• **Data shown**:

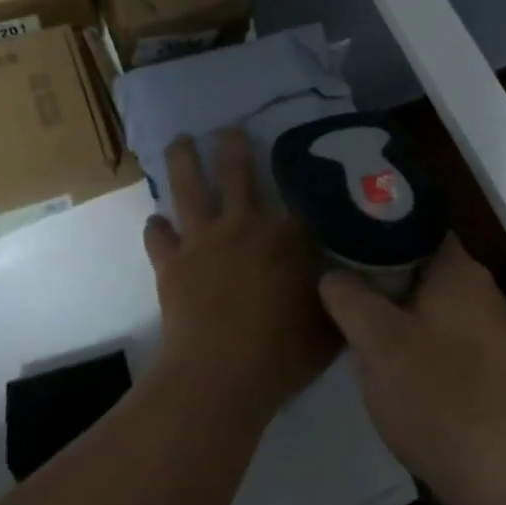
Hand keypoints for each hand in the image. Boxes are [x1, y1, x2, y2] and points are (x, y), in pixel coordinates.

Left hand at [144, 129, 339, 420]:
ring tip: (179, 141)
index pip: (298, 196)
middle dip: (233, 146)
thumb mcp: (329, 324)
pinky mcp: (171, 263)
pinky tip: (155, 222)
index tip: (304, 163)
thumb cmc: (282, 353)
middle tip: (229, 129)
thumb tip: (350, 276)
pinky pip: (158, 236)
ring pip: (188, 187)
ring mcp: (202, 241)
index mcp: (286, 236)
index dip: (301, 176)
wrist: (220, 375)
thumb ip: (340, 294)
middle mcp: (243, 225)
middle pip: (237, 172)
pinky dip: (156, 227)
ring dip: (183, 161)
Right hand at [318, 235, 505, 504]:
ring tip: (354, 319)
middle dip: (379, 272)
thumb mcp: (376, 340)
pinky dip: (414, 336)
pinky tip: (388, 359)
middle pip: (420, 263)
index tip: (342, 237)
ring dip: (394, 308)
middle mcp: (480, 289)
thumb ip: (348, 296)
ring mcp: (488, 328)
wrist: (498, 470)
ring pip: (429, 301)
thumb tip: (332, 275)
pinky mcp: (488, 364)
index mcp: (459, 269)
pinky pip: (442, 332)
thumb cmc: (435, 392)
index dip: (377, 227)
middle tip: (339, 280)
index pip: (415, 225)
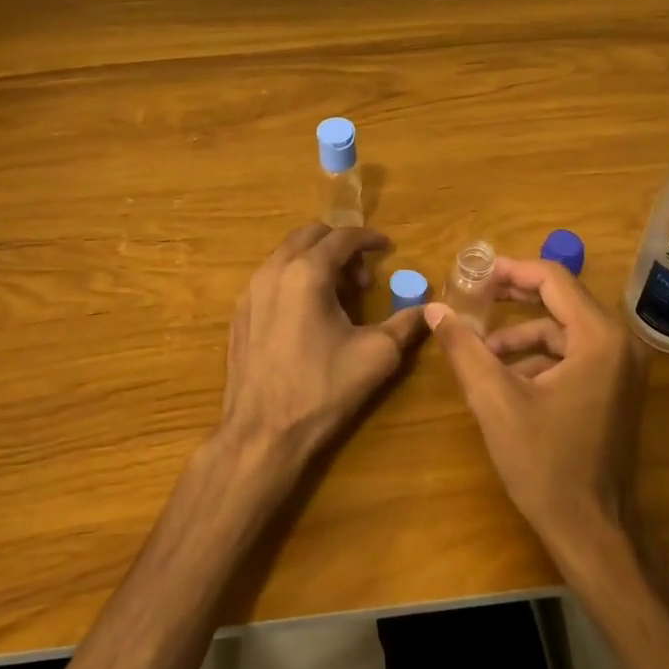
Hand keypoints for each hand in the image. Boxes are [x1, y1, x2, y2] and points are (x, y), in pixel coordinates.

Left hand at [218, 223, 428, 468]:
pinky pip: (270, 279)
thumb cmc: (323, 390)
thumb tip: (428, 308)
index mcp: (307, 273)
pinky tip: (308, 315)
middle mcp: (273, 271)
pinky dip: (293, 279)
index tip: (387, 248)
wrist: (262, 433)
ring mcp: (250, 292)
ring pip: (286, 255)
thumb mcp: (377, 355)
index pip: (342, 236)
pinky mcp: (239, 314)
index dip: (369, 238)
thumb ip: (406, 323)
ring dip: (315, 262)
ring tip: (338, 295)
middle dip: (340, 246)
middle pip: (309, 236)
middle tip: (363, 276)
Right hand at [425, 257, 649, 556]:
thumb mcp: (495, 401)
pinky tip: (508, 380)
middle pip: (562, 299)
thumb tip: (435, 309)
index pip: (554, 279)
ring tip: (482, 353)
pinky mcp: (616, 389)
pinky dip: (540, 358)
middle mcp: (621, 344)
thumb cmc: (545, 464)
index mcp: (600, 338)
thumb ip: (465, 348)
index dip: (510, 270)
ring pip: (565, 330)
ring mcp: (623, 368)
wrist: (592, 531)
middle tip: (472, 298)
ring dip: (523, 335)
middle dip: (514, 298)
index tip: (472, 276)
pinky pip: (574, 355)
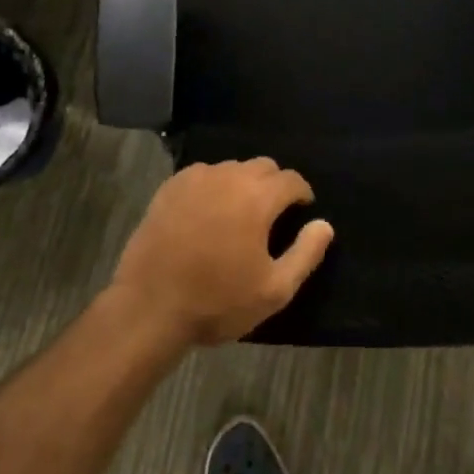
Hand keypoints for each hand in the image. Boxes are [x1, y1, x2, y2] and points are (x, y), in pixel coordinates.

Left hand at [112, 158, 333, 344]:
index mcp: (257, 197)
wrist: (149, 306)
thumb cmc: (217, 301)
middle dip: (275, 185)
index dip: (301, 194)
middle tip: (272, 216)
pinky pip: (203, 175)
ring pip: (232, 168)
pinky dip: (214, 187)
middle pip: (263, 167)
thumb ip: (306, 253)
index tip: (302, 212)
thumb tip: (324, 224)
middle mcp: (229, 176)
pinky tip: (207, 213)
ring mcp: (196, 178)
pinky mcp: (170, 186)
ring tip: (239, 215)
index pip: (291, 179)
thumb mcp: (274, 290)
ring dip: (243, 184)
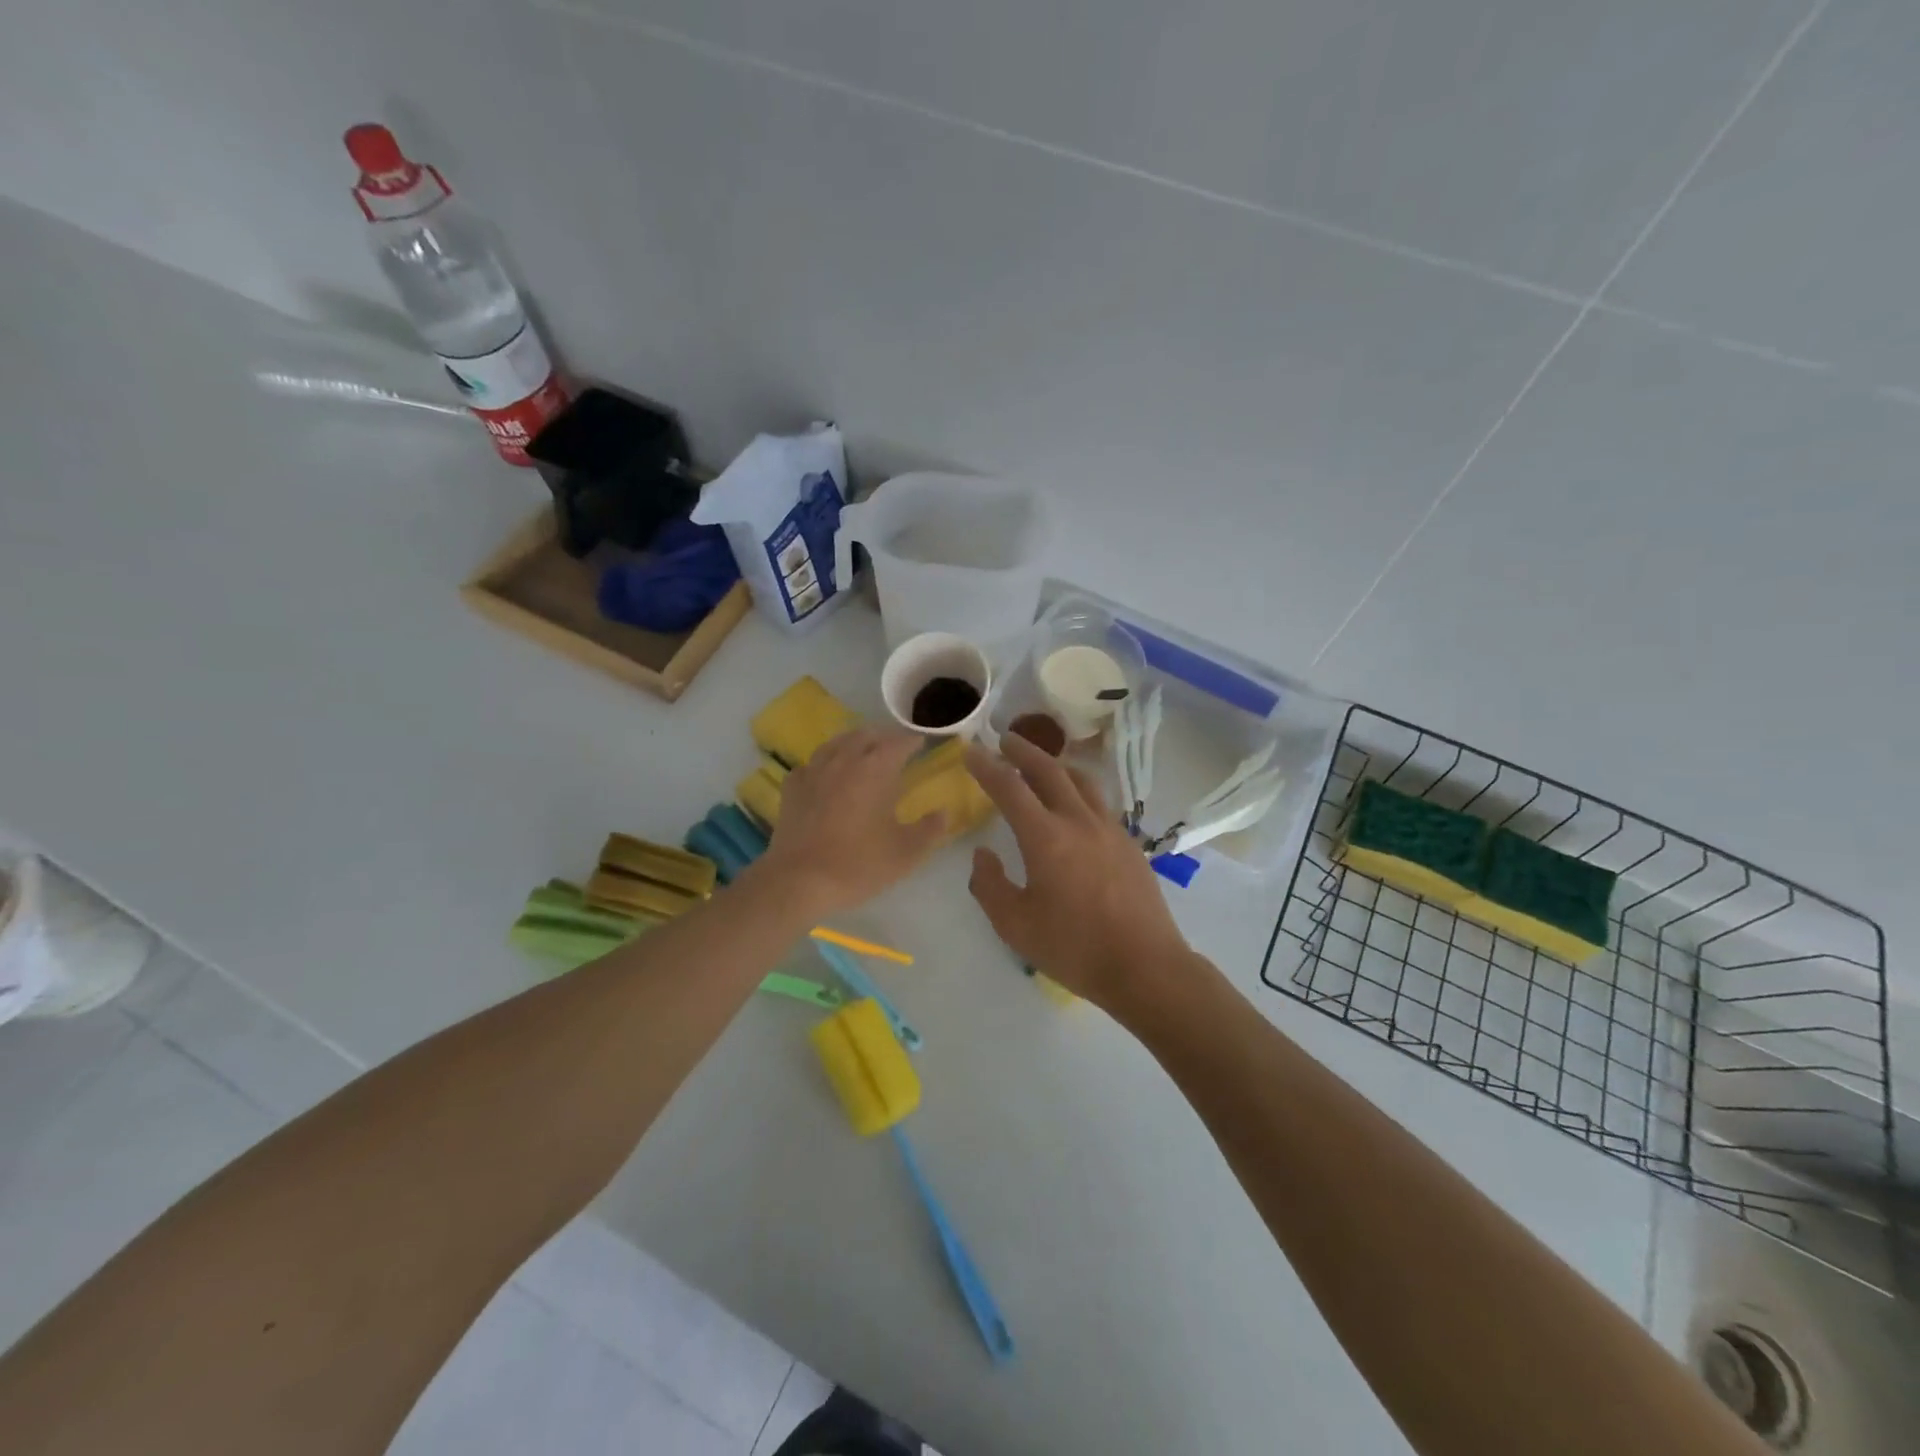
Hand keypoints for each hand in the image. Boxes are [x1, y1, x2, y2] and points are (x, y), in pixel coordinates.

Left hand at [755, 726, 947, 917]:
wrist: (799, 881)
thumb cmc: (858, 864)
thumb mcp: (906, 853)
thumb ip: (929, 829)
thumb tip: (944, 813)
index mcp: (876, 770)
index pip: (898, 743)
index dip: (912, 741)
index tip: (922, 743)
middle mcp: (844, 761)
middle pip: (865, 736)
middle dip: (883, 737)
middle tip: (895, 746)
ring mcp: (814, 772)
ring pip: (836, 744)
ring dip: (853, 743)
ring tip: (862, 751)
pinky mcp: (792, 788)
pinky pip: (811, 764)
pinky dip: (824, 764)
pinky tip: (825, 775)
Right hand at [963, 735, 1191, 1015]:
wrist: (1145, 966)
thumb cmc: (1074, 948)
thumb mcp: (1015, 925)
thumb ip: (990, 885)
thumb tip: (983, 854)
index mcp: (1046, 837)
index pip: (1009, 788)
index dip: (986, 766)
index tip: (970, 749)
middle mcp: (1078, 821)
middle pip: (1049, 770)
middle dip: (1023, 751)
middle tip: (1005, 739)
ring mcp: (1109, 829)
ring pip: (1081, 780)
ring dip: (1056, 764)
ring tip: (1042, 763)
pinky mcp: (1129, 843)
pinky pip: (1099, 801)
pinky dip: (1079, 788)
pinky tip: (1076, 803)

• **Task details**: Only an exact copy of the records, free of images, belongs in the answer.

• **Exercise result**:
Hand keypoints for each hand in the image. Boxes are [x1, y1, x2, y2] and points are (x, y), in pixel coordinates.

Left hand at [144, 129, 339, 420]:
ring tip: (179, 141)
index pip: (298, 196)
middle dip: (233, 146)
thumb mcp: (329, 324)
pinky mcp: (171, 263)
pinky tip: (155, 222)
index tip: (304, 163)
thumb cmc: (282, 353)
middle tip: (229, 129)
thumb tip: (350, 276)
pinky pip: (158, 236)
ring pip: (188, 187)
ring mcp: (202, 241)
index mcp: (286, 236)
index dip: (301, 176)
wrist: (220, 375)
thumb ip: (340, 294)
middle mcp: (243, 225)
middle pip: (237, 172)
pinky dip: (156, 227)
ring dip: (183, 161)
Right hand at [318, 235, 505, 504]:
ring tip: (354, 319)
middle dip: (379, 272)
thumb mcp: (376, 340)
pinky dip: (414, 336)
pinky tip: (388, 359)
middle pip: (420, 263)
index tip: (342, 237)
ring dip: (394, 308)
middle mcp: (480, 289)
thumb ip: (348, 296)
ring mcp: (488, 328)
wrist: (498, 470)
ring pip: (429, 301)
thumb tip: (332, 275)
pinky mcp: (488, 364)
index mcp: (459, 269)
pinky pip: (442, 332)
thumb cmc: (435, 392)
index dip: (377, 227)
middle tip: (339, 280)
index pip: (415, 225)
Hand keypoints for each hand in the image. Boxes are [x1, y1, x2, y2] and points are (x, y), in pixel coordinates.

Left hand at [218, 223, 428, 468]:
pinky pip: (270, 279)
thumb cmc: (323, 390)
thumb tip: (428, 308)
index mcp: (307, 273)
pinky tip: (308, 315)
middle mcp: (273, 271)
pinky dip: (293, 279)
index tip: (387, 248)
wrist: (262, 433)
ring mcp: (250, 292)
ring pip: (286, 255)
thumb mcp: (377, 355)
index pip: (342, 236)
pinky mcp: (239, 314)
index dip: (369, 238)
thumb ip: (406, 323)
ring dip: (315, 262)
ring tip: (338, 295)
middle dip: (340, 246)
middle pip: (309, 236)
middle tip: (363, 276)
Right hand at [425, 257, 649, 556]:
thumb mcp: (495, 401)
pinky tip: (508, 380)
middle pip: (562, 299)
thumb tip: (435, 309)
index pip: (554, 279)
ring tip: (482, 353)
pinky mcp: (616, 389)
pinky dip: (540, 358)
middle mcp: (621, 344)
thumb cmc: (545, 464)
index mcp: (600, 338)
thumb ip: (465, 348)
index dip: (510, 270)
ring pip: (565, 330)
ring mcp: (623, 368)
wrist: (592, 531)
middle tip: (472, 298)
ring dip: (523, 335)
middle dip: (514, 298)
index tip: (472, 276)
pinky pip: (574, 355)
Hand keypoints for each hand in the image. Boxes are [x1, y1, x2, y2] and points are (x, y), in pixel coordinates.

Left hand at [112, 158, 333, 344]:
index mcp: (257, 197)
wrist: (149, 306)
thumb cmc: (217, 301)
middle dip: (275, 185)
index dip: (301, 194)
middle tip: (272, 216)
pinky pip: (203, 175)
ring pip: (232, 168)
pinky dip: (214, 187)
middle pip: (263, 167)
thumb ip: (306, 253)
index tip: (302, 212)
thumb tip: (324, 224)
middle mcp: (229, 176)
pinky tip: (207, 213)
ring mcp: (196, 178)
pinky mcp: (170, 186)
ring tip: (239, 215)
index pip: (291, 179)
thumb mcp: (274, 290)
ring dip: (243, 184)
Hand keypoints for each hand in the image. Boxes are [x1, y1, x2, y2] and points are (x, y), in pixel coordinates.

Left hand at [755, 726, 947, 917]:
wrist: (799, 881)
thumb cmc: (858, 864)
thumb mcp: (906, 853)
thumb ip: (929, 829)
thumb tip: (944, 813)
index mcp: (876, 770)
index pip: (898, 743)
index dip: (912, 741)
index tip: (922, 743)
middle mcp: (844, 761)
middle pip: (865, 736)
middle dip: (883, 737)
middle tip: (895, 746)
ring mcp: (814, 772)
ring pip: (836, 744)
ring dip: (853, 743)
ring tip: (862, 751)
pinky mcp: (792, 788)
pinky pip: (811, 764)
pinky dip: (824, 764)
pinky tip: (825, 775)
Right hand at [963, 735, 1191, 1015]:
wrist: (1145, 966)
thumb cmc: (1074, 948)
thumb mcp: (1015, 925)
thumb ip: (990, 885)
thumb tip: (983, 854)
index mcp: (1046, 837)
index pip: (1009, 788)
index dip: (986, 766)
index tip: (970, 749)
middle mcp: (1078, 821)
middle pip: (1049, 770)
middle dip: (1023, 751)
middle tip: (1005, 739)
ring mcp: (1109, 829)
ring pip: (1081, 780)
ring dip: (1056, 764)
ring tip: (1042, 763)
pinky mcp: (1129, 843)
pinky pip: (1099, 801)
pinky dip: (1079, 788)
pinky tip: (1076, 803)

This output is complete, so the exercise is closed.